The other factor is not that garden writing is repetitive - as has been said here, new people are always coming to the subject and people who are occasional gardeners need reminders - it's more a case of the quality of the writing being so pedestrian. When papers hire people who know their subject but can't write (and they hire them because they're cheap) it's the equivalent of a garden writer being hired to run a nursery... nine times out ten it won't work. The writing is poor, fewer people read it, the paper's own research (formal or 'hearsay') shows that people don't read it, so the ad team is then without a good story to pitch to potential advertisers. So poor writing is actually another reason for poor ad sales. And especially in these hard times, the gardening gets cut or dropped.

Ad budgets are also being cut. In Britain we have recently lost four gardening magazines... closed. They would probably have been OK on their modest sales if their ad revenue had held up; but in hard times what ad spend there is tends to go to the market leaders and the cost per thousand 'viewers' is scrutinised much more carefully and responses analysed more carefully too.
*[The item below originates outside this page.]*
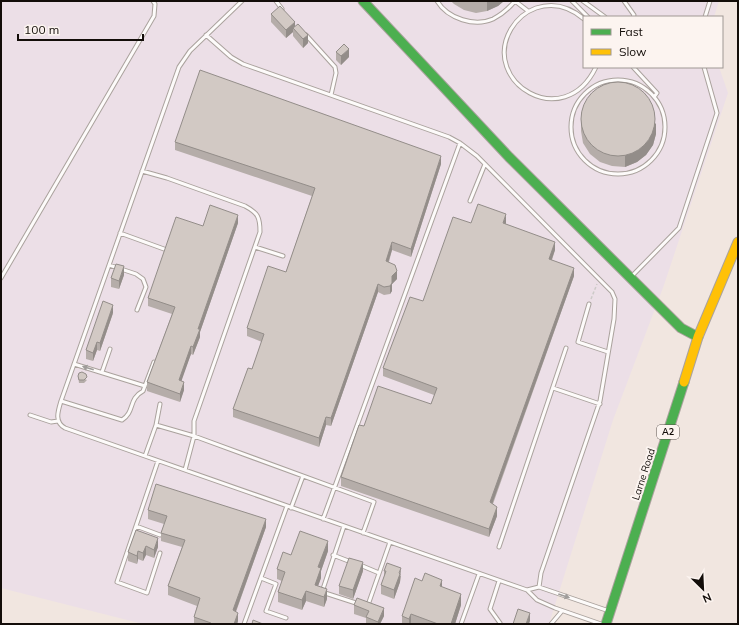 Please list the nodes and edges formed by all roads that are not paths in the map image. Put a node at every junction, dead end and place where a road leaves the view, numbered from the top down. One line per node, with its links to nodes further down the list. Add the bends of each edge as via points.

These are tough times for us all.

Graham Rice


Hello Barbara,
    Look beneath your signature at the http address.... that market was not
there to write for only a very few years ago. The internet has not make
reading obsolete as so many had predicted. Certainly made some changes, but
if one can adapt there is more market, not less. HGTV may be ok for many,
but if it sparks an interest in gardening , more power to them. Perhaps
those  gardeners will eventually want something with more tooth to it, like
one of your articles at nationalgardening.Again, just one more avenue to
travel. I am usually slow on the uptake, but I am sure I have see a minimum
of there, perhaps four, gardening magazines over the past year that are
published in England, distributed here in the US. If we are so short of
market, how come people are importing to us on a large scale?
    I am watching many of the national gardening mags trying to re-invent
themselves over the past few years. Some sure seem to be having born-again
pains right now. Any one emailing the editors and talking about these
changes? The address are in the front of the magazines. Do you have an
alternative on hand when writing.. like about 2500 words with side bars and
photos available. Are you making their jobs easy(er)?
    Barbara, I really do feel that more reading is going on about gardening
today than has ever existed in the past, and it will continuer to grow....I
purchased two gardening related books this week... one a gift to me, one a
gift to my wife.....
    Gene E. Bush
Munchkin Nursery & Gardens,LLC
genebush@munchkinnursery.com
Southern Indiana     Zone 6

----- Original Message -----
From: "Barbara Martin" <martin@pa.adelphia.net>
Subject: Re: [GWL]: garden writing


> I think most people do not read very much any more. HGTV is where it's at
if
> they are getting information or ideas, not the written word. Reading is
too
> much work and the format is just so limited in comparison to video and
audio
> combined on tv. Sad but I fear true.
>
> Barbara M. Martin
> Current Mid-Atlantic Garden Report: "Is It Winter Yet?"